── Material provided ──
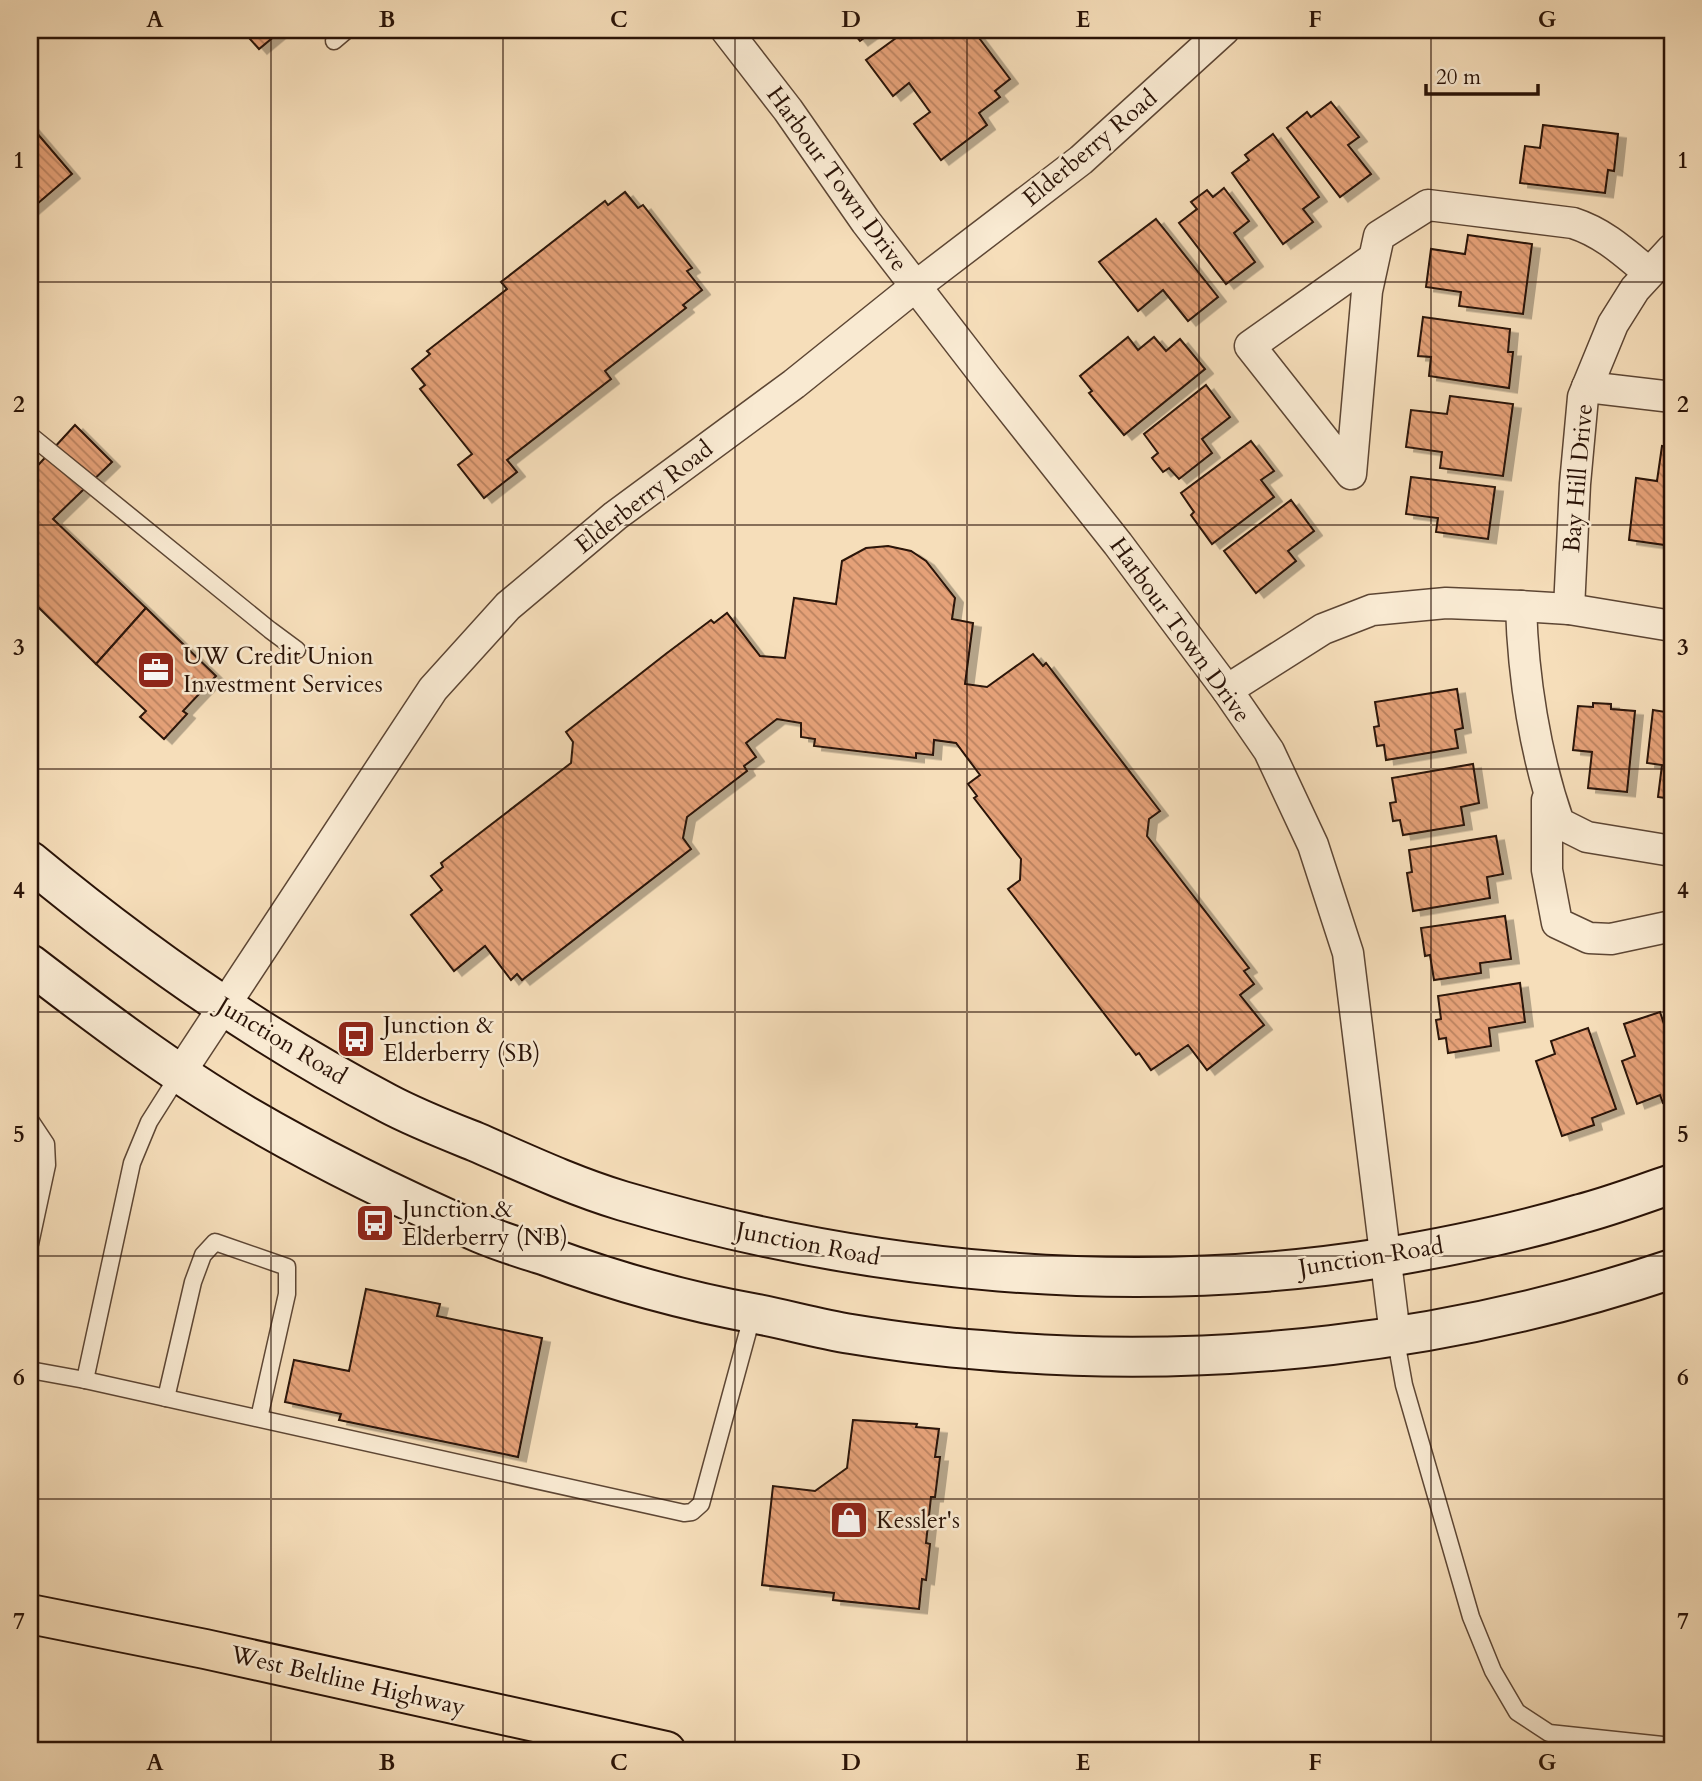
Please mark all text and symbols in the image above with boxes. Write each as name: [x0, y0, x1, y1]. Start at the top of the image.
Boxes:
text: A: [146, 4, 164, 35]
text: B: [379, 4, 395, 35]
text: C: [610, 4, 628, 35]
text: D: [841, 4, 861, 35]
text: E: [1076, 4, 1090, 35]
text: F: [1308, 4, 1322, 35]
text: G: [1538, 4, 1557, 35]
scale bar: [1426, 52, 1538, 96]
text: 20 m: [1436, 63, 1481, 92]
street label: Harbour Town Drive: [759, 80, 915, 278]
street label: Elderberry Road: [1016, 82, 1165, 214]
text: 1: [13, 145, 25, 176]
text: 1: [1677, 145, 1689, 176]
text: 2: [13, 389, 25, 420]
text: 2: [1677, 389, 1689, 420]
street label: Bay Hill Drive: [1555, 402, 1601, 554]
street label: Elderberry Road: [568, 433, 720, 561]
street label: Harbour Town Drive: [1102, 531, 1258, 729]
text: 3: [13, 632, 25, 663]
text: 3: [1677, 632, 1689, 663]
place label: UW Credit Union Investment Services: [183, 640, 383, 701]
office icon: UW Credit Union Investment Services: [135, 649, 177, 691]
text: 4: [13, 875, 25, 906]
text: 4: [1677, 875, 1689, 906]
street label: Junction Road: [208, 988, 353, 1093]
place label: Junction & Elderberry (SB): [380, 1009, 540, 1070]
bus stop icon: Junction & Elderberry (SB): [335, 1018, 377, 1060]
text: 5: [13, 1119, 25, 1150]
text: 5: [1677, 1119, 1689, 1150]
place label: Junction & Elderberry (NB): [399, 1193, 568, 1254]
bus stop icon: Junction & Elderberry (NB): [354, 1202, 396, 1244]
street label: Junction Road: [730, 1213, 883, 1274]
street label: Junction Road: [1293, 1229, 1446, 1285]
text: 6: [13, 1362, 25, 1393]
text: 6: [1677, 1362, 1689, 1393]
shop icon: Kessler's: [828, 1499, 870, 1541]
place label: Kessler's: [876, 1504, 960, 1537]
text: 7: [13, 1606, 25, 1637]
text: 7: [1677, 1606, 1689, 1637]
street label: West Beltline Highway: [226, 1638, 469, 1724]
text: A: [146, 1747, 164, 1778]
text: B: [379, 1747, 395, 1778]
text: C: [610, 1747, 628, 1778]
text: D: [841, 1747, 861, 1778]
text: E: [1076, 1747, 1090, 1778]
text: F: [1308, 1747, 1322, 1778]
text: G: [1538, 1747, 1557, 1778]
───
→ **Aim of the task**
Leaving out the pictures, reproduce the whole listing above exactly.

→ **Result of the task**
Please mark all text and symbols in the image above with boxes. Write each as name: [x0, y0, x1, y1]. Start at the top of the image.
Boxes:
text: A: [146, 4, 164, 35]
text: B: [379, 4, 395, 35]
text: C: [610, 4, 628, 35]
text: D: [841, 4, 861, 35]
text: E: [1076, 4, 1090, 35]
text: F: [1308, 4, 1322, 35]
text: G: [1538, 4, 1557, 35]
scale bar: [1426, 52, 1538, 96]
text: 20 m: [1436, 63, 1481, 92]
street label: Harbour Town Drive: [759, 80, 915, 278]
street label: Elderberry Road: [1016, 82, 1165, 214]
text: 1: [13, 145, 25, 176]
text: 1: [1677, 145, 1689, 176]
text: 2: [13, 389, 25, 420]
text: 2: [1677, 389, 1689, 420]
street label: Bay Hill Drive: [1555, 402, 1601, 554]
street label: Elderberry Road: [568, 433, 720, 561]
street label: Harbour Town Drive: [1102, 531, 1258, 729]
text: 3: [13, 632, 25, 663]
text: 3: [1677, 632, 1689, 663]
place label: UW Credit Union Investment Services: [183, 640, 383, 701]
office icon: UW Credit Union Investment Services: [135, 649, 177, 691]
text: 4: [13, 875, 25, 906]
text: 4: [1677, 875, 1689, 906]
street label: Junction Road: [208, 988, 353, 1093]
place label: Junction & Elderberry (SB): [380, 1009, 540, 1070]
bus stop icon: Junction & Elderberry (SB): [335, 1018, 377, 1060]
text: 5: [13, 1119, 25, 1150]
text: 5: [1677, 1119, 1689, 1150]
place label: Junction & Elderberry (NB): [399, 1193, 568, 1254]
bus stop icon: Junction & Elderberry (NB): [354, 1202, 396, 1244]
street label: Junction Road: [730, 1213, 883, 1274]
street label: Junction Road: [1293, 1229, 1446, 1285]
text: 6: [13, 1362, 25, 1393]
text: 6: [1677, 1362, 1689, 1393]
shop icon: Kessler's: [828, 1499, 870, 1541]
place label: Kessler's: [876, 1504, 960, 1537]
text: 7: [13, 1606, 25, 1637]
text: 7: [1677, 1606, 1689, 1637]
street label: West Beltline Highway: [226, 1638, 469, 1724]
text: A: [146, 1747, 164, 1778]
text: B: [379, 1747, 395, 1778]
text: C: [610, 1747, 628, 1778]
text: D: [841, 1747, 861, 1778]
text: E: [1076, 1747, 1090, 1778]
text: F: [1308, 1747, 1322, 1778]
text: G: [1538, 1747, 1557, 1778]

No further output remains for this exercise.